This article is intended for those of you who are at the beginning of your investing journey and want to start learning about core concepts of fundamental analysis on practical examples from today’s market.
E Bon Holdings Limited (HKG:599) outperformed the Trading Companies and Distributors industry on the basis of its ROE – producing a higher 9.22% relative to the peer average of 8.97% over the past 12 months. Superficially, this looks great since we know that 599 has generated big profits with little equity capital; however, ROE doesn’t tell us how much 599 has borrowed in debt. In this article, we’ll closely examine some factors like financial leverage to evaluate the sustainability of 599’s ROE.
View our latest analysis for E. Bon Holdings
Peeling the layers of ROE – trisecting a company’s profitability
Firstly, Return on Equity, or ROE, is simply the percentage of last years’ earning against the book value of shareholders’ equity. It essentially shows how much the company can generate in earnings given the amount of equity it has raised. In most cases, a higher ROE is preferred; however, there are many other factors we must consider prior to making any investment decisions.

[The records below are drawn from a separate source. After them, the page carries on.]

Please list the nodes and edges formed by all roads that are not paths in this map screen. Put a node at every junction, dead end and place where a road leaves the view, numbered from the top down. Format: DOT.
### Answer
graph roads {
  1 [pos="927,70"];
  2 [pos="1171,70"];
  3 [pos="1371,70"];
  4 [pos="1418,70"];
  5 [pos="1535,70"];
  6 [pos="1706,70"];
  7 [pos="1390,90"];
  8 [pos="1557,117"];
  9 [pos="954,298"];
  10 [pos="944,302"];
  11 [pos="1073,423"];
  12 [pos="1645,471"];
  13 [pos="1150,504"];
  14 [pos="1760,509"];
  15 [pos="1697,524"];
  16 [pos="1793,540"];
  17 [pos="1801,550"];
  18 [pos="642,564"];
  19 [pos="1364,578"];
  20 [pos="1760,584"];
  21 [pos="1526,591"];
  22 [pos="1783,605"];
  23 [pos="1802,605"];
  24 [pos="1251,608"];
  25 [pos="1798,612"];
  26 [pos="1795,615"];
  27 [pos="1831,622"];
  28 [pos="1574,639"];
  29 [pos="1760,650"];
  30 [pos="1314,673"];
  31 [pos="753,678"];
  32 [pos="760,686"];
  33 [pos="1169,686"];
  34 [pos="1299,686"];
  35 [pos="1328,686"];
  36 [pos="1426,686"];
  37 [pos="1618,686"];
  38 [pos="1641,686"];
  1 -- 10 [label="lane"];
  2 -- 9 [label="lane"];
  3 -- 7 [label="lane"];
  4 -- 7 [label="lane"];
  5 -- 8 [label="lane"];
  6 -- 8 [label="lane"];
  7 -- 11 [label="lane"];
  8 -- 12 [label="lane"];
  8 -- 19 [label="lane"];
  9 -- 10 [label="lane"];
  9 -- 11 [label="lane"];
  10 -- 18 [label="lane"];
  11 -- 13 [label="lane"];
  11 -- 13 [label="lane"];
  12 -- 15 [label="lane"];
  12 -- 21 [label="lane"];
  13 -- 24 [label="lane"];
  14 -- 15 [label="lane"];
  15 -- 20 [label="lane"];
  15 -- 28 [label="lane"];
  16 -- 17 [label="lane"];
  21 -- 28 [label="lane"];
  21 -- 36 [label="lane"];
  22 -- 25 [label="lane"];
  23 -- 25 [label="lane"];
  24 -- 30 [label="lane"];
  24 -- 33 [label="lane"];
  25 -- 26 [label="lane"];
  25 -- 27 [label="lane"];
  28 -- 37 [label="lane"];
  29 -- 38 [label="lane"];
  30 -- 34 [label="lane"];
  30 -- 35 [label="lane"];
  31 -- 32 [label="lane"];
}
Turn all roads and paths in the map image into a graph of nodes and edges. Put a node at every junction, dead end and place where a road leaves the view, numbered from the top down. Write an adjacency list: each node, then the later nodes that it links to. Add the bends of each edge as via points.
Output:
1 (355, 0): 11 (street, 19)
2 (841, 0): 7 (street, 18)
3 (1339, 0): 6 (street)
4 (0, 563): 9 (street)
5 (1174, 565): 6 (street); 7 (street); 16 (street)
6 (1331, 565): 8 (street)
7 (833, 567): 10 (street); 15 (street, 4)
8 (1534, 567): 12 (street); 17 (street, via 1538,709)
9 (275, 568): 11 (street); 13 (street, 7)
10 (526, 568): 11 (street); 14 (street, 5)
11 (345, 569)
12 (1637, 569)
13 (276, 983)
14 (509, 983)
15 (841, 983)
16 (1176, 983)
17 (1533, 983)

Return on Equity = Net Profit ÷ Shareholders Equity
ROE is assessed against cost of equity, which is measured using the Capital Asset Pricing Model (CAPM) – but let’s not dive into the details of that today. For now, let’s just look at the cost of equity number for E. Bon Holdings, which is 10.13%. Given a discrepancy of -0.91% between return and cost, this indicated that E. Bon Holdings may be paying more for its capital than what it’s generating in return. ROE can be dissected into three distinct ratios: net profit margin, asset turnover, and financial leverage. This is called the Dupont Formula:
Dupont Formula
ROE = profit margin × asset turnover × financial leverage
ROE = (annual net profit ÷ sales) × (sales ÷ assets) × (assets ÷ shareholders’ equity)
ROE = annual net profit ÷ shareholders’ equity
The first component is profit margin, which measures how much of sales is retained after the company pays for all its expenses. The other component, asset turnover, illustrates how much revenue E. Bon Holdings can make from its asset base. Finally, financial leverage will be our main focus today. It shows how much of assets are funded by equity and can show how sustainable the company’s capital structure is. Since ROE can be artificially increased through excessive borrowing, we should check E. Bon Holdings’s historic debt-to-equity ratio. The debt-to-equity ratio currently stands at a low 8.64%, meaning the above-average ROE is due to its capacity to produce profit growth without a huge debt burden.